Task goal: For the material below, return exactly the lines starting at the one holding "ring dip: (127, 273)" and ending at the one holding "pinky dip: (259, 248)", counting both as part of the range.
========================================
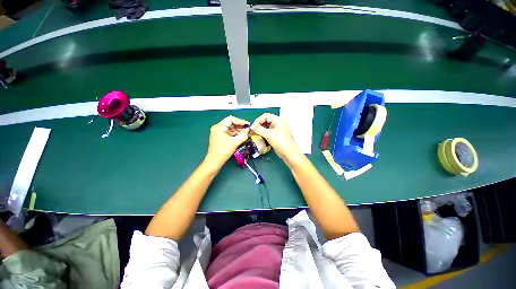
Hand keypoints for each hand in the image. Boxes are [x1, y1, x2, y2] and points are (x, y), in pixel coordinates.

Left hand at [205, 116, 249, 167]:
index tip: (247, 124)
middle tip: (248, 128)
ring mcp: (218, 132)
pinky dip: (235, 133)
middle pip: (230, 123)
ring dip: (238, 129)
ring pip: (230, 128)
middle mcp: (218, 128)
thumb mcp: (234, 143)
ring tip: (246, 132)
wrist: (214, 161)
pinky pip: (229, 132)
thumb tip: (248, 131)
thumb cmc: (223, 151)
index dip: (240, 121)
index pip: (231, 119)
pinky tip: (241, 135)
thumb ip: (242, 136)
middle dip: (239, 125)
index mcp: (219, 127)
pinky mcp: (220, 136)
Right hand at [251, 113, 300, 159]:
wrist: (289, 153)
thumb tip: (253, 128)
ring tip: (256, 132)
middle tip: (254, 129)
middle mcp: (279, 123)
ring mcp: (279, 128)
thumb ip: (259, 130)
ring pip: (267, 125)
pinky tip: (261, 135)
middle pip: (266, 120)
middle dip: (259, 124)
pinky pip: (269, 130)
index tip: (253, 127)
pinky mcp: (277, 134)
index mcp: (279, 120)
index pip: (266, 116)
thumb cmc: (281, 143)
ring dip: (261, 128)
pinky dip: (264, 132)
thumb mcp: (268, 135)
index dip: (258, 121)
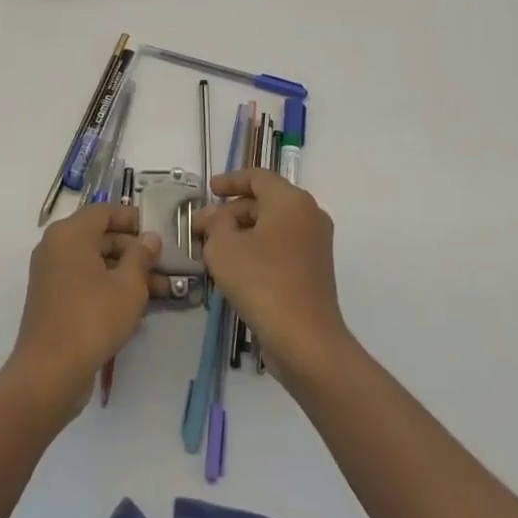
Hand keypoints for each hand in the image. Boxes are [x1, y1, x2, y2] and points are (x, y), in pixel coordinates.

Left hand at [7, 200, 160, 413]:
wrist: (50, 372)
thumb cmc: (92, 318)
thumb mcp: (128, 285)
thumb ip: (142, 256)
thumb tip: (150, 237)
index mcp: (70, 233)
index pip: (104, 211)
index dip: (132, 218)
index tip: (157, 231)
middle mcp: (57, 247)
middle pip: (101, 237)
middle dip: (135, 251)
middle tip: (165, 264)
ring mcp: (52, 275)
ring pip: (96, 264)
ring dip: (127, 273)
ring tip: (163, 290)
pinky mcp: (54, 301)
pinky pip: (86, 283)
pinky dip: (110, 288)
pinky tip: (138, 308)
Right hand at [197, 169, 353, 386]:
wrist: (305, 340)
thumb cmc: (262, 283)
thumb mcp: (224, 248)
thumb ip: (215, 223)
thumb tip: (214, 215)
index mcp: (291, 201)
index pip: (258, 177)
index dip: (230, 181)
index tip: (209, 190)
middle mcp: (309, 215)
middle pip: (265, 201)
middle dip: (231, 212)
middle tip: (203, 228)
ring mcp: (315, 244)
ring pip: (273, 225)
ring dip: (243, 232)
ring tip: (214, 249)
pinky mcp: (315, 269)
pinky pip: (282, 246)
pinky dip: (259, 248)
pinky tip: (236, 268)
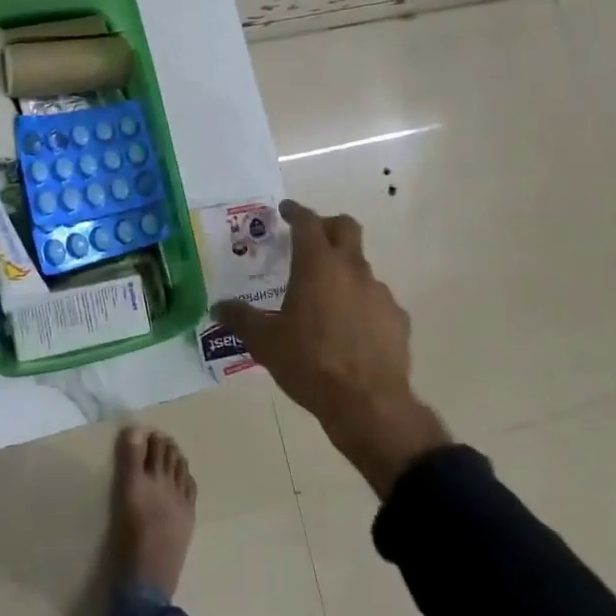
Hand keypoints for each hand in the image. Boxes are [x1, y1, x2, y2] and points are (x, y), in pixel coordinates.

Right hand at [215, 200, 449, 496]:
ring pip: (361, 266)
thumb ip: (240, 319)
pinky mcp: (397, 319)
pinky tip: (350, 329)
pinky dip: (362, 303)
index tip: (285, 210)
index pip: (307, 222)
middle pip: (346, 228)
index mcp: (318, 264)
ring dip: (343, 271)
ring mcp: (380, 293)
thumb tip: (218, 308)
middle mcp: (352, 269)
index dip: (295, 212)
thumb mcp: (265, 342)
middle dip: (327, 226)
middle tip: (310, 240)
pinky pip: (376, 300)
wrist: (368, 404)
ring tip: (325, 298)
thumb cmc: (310, 362)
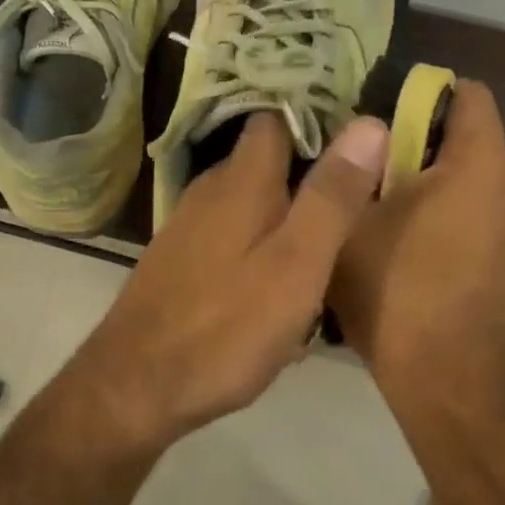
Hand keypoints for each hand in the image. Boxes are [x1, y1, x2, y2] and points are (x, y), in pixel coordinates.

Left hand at [74, 112, 389, 452]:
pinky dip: (256, 246)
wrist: (135, 387)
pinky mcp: (177, 265)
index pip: (274, 120)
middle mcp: (209, 193)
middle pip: (261, 162)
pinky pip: (229, 238)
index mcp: (241, 182)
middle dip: (304, 169)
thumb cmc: (226, 328)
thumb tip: (370, 123)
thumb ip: (332, 197)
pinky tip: (276, 282)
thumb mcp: (296, 265)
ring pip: (246, 203)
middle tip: (354, 190)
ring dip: (282, 212)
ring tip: (325, 237)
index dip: (314, 116)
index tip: (356, 131)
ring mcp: (187, 229)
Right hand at [329, 81, 504, 402]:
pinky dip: (458, 233)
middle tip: (375, 182)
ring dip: (441, 197)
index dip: (426, 95)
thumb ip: (355, 170)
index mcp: (480, 167)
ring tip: (395, 230)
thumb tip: (361, 136)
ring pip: (478, 193)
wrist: (447, 384)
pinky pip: (486, 231)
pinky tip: (423, 270)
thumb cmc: (395, 292)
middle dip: (425, 153)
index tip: (386, 120)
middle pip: (472, 147)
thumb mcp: (350, 224)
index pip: (470, 95)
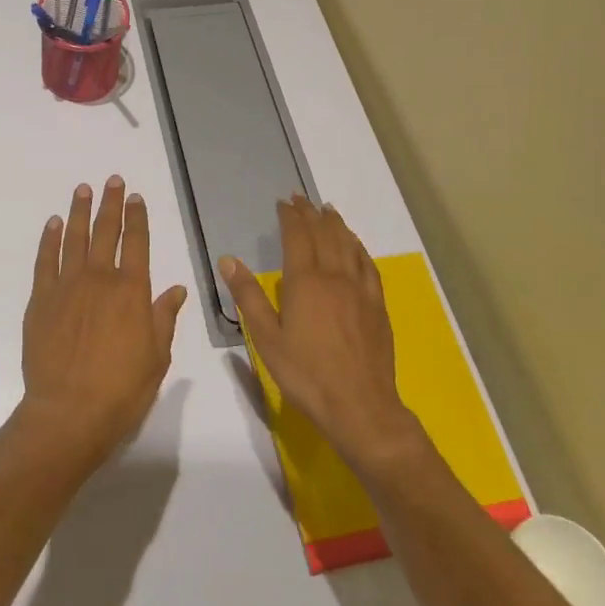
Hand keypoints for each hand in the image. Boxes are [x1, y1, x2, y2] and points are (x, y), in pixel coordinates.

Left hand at [19, 176, 187, 469]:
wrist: (69, 413)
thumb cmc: (121, 390)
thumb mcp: (156, 357)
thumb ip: (164, 318)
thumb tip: (177, 289)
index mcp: (132, 291)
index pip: (137, 243)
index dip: (137, 217)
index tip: (135, 197)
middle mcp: (100, 279)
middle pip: (106, 231)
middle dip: (110, 204)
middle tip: (112, 180)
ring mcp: (67, 286)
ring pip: (75, 238)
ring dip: (80, 211)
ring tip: (83, 190)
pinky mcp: (41, 300)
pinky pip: (46, 260)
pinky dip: (50, 239)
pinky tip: (54, 224)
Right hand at [222, 196, 424, 475]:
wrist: (360, 407)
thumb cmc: (306, 374)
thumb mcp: (267, 338)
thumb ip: (248, 296)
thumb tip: (228, 260)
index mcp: (305, 281)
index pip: (297, 236)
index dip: (290, 216)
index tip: (283, 202)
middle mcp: (334, 276)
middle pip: (323, 234)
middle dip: (311, 213)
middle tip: (302, 198)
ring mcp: (359, 289)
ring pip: (348, 244)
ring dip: (336, 224)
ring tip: (328, 210)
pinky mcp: (376, 305)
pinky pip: (368, 265)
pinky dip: (359, 247)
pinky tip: (356, 246)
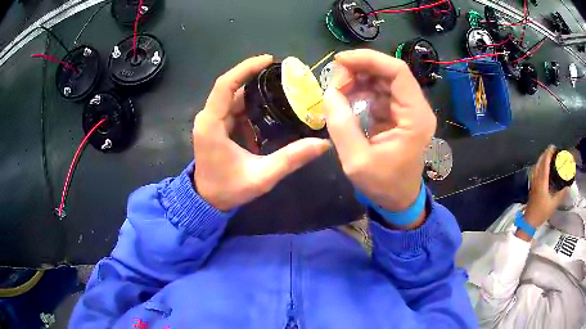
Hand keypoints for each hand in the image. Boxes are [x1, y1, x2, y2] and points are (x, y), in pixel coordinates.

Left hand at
========================================
Solution below:
ring dip: (127, 273)
ring tip: (163, 290)
pinky mcp: (54, 301)
pinky pip: (86, 283)
pinky dip: (110, 288)
pinky tip: (138, 308)
Right hand at [197, 169, 353, 386]:
wrist: (305, 340)
thumb cmc: (262, 283)
thumb mcp: (224, 248)
thumb ip: (215, 223)
thumb tip: (214, 215)
index mcp: (291, 201)
index pip: (258, 177)
index dip: (230, 181)
index tip: (209, 190)
middle mcp: (309, 215)
middle pip: (265, 201)
middle dip: (231, 212)
middle tip: (203, 228)
ring mcp: (315, 244)
ring pip: (273, 225)
ring dip: (243, 232)
ring tip: (214, 249)
pinky mcp: (315, 269)
pinky pip: (282, 246)
pinky dip: (259, 248)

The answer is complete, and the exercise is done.